Janssen's esketamine depression drug set for key panel vote
Janssen’s potential depression treatment made from esketamine – a version of the substance notoriously used illegally as a party drug – is to be reviewed by advisers to the FDA at a crunch meeting this week.
Tomorrow’s joint meeting of the Psychopharmacologic Drugs Advisory Committee, and Drug Safety and Risk Management Advisory Committee will discuss the mixed bag of evidence gathered by Johnson & Johnson’s pharmaceuticals unit for esketamine.
Votes from the FDA’s advisory committees are not binding, but usually give a good indication about whether a drug will be approved, as the regulator usually follows their recommendations.
Janssen has developed a nasal spray from esketamine, with the aim of adding it to an already-approved depression drug in patients with treatment-resistant disease.

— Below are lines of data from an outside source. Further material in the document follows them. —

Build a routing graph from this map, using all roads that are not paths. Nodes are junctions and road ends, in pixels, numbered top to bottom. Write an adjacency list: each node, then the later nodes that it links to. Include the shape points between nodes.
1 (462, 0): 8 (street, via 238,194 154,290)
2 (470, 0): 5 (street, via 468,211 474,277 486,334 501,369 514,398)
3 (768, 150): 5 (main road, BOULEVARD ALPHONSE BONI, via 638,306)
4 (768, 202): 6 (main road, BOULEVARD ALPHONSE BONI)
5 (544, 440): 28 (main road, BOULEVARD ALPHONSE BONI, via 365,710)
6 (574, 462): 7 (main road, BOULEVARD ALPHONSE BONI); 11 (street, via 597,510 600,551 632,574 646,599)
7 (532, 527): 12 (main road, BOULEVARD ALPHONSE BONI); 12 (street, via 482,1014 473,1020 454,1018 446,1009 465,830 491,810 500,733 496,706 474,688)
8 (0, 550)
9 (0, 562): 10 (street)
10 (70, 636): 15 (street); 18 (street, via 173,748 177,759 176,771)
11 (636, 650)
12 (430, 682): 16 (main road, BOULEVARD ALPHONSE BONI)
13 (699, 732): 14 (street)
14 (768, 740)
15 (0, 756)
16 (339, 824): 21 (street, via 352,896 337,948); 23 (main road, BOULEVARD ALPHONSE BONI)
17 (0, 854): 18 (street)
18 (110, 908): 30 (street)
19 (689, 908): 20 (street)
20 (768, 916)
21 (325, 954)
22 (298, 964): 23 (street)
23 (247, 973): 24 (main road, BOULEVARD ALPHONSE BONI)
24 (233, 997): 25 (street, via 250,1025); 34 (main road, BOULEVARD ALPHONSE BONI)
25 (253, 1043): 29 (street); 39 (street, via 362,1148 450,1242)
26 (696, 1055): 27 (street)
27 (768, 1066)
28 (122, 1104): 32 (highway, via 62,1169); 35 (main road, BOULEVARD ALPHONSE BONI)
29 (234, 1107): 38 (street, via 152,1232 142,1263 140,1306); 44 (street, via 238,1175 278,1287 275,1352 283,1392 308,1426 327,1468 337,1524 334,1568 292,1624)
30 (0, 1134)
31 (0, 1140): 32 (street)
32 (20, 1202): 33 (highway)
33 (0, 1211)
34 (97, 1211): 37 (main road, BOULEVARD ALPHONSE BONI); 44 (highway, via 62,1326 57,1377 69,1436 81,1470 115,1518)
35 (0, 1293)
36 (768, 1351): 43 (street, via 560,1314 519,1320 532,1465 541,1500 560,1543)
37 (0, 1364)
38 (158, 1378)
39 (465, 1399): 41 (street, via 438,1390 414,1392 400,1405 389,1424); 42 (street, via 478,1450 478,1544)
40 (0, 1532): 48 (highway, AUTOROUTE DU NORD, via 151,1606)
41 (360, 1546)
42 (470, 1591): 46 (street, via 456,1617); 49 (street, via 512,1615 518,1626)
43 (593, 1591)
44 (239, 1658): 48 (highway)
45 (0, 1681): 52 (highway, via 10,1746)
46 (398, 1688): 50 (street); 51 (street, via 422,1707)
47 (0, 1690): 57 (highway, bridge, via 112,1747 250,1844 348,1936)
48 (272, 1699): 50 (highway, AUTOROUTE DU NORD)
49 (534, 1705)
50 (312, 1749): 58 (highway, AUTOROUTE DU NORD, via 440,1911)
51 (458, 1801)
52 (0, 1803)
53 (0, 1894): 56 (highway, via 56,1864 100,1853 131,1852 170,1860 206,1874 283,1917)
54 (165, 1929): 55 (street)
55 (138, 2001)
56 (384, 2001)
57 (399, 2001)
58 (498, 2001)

In review papers posted by FDA staff ahead of the meeting, the regulator noted that there is only one drug approved to treat treatment-resistant depression (TRD).
But two of the five large trials used to support the filing have failed to reach their efficacy endpoints, and while this is not uncommon for depression drugs, the FDA’s advisers will have to balance these results against the safety issues associated with the drug.
Janssen has tried to mitigate these by using the chemically “left-handed” version of ketamine – but the FDA’s reviewers have identified issues related to sedation, dissociation, and increased blood pressure.
Nevertheless the lack of alternative treatments has already moved the FDA to designate esketamine as a “Breakthrough Therapy” treatment, allowing for a fast review and development of a drug that could be a significant improvement over existing options for a serious disease.
In the document FDA reviewers noted that it has a range of options to mitigate any safety risks of the product should it decide to approve it.
These include enrolling patients onto a registry to collect safety data after the drug hits the market, as part of a Risk Evaluation and Mitigation Strategy (REMS).
European regulators are also reviewing the drug following a filing from Janssen late last year.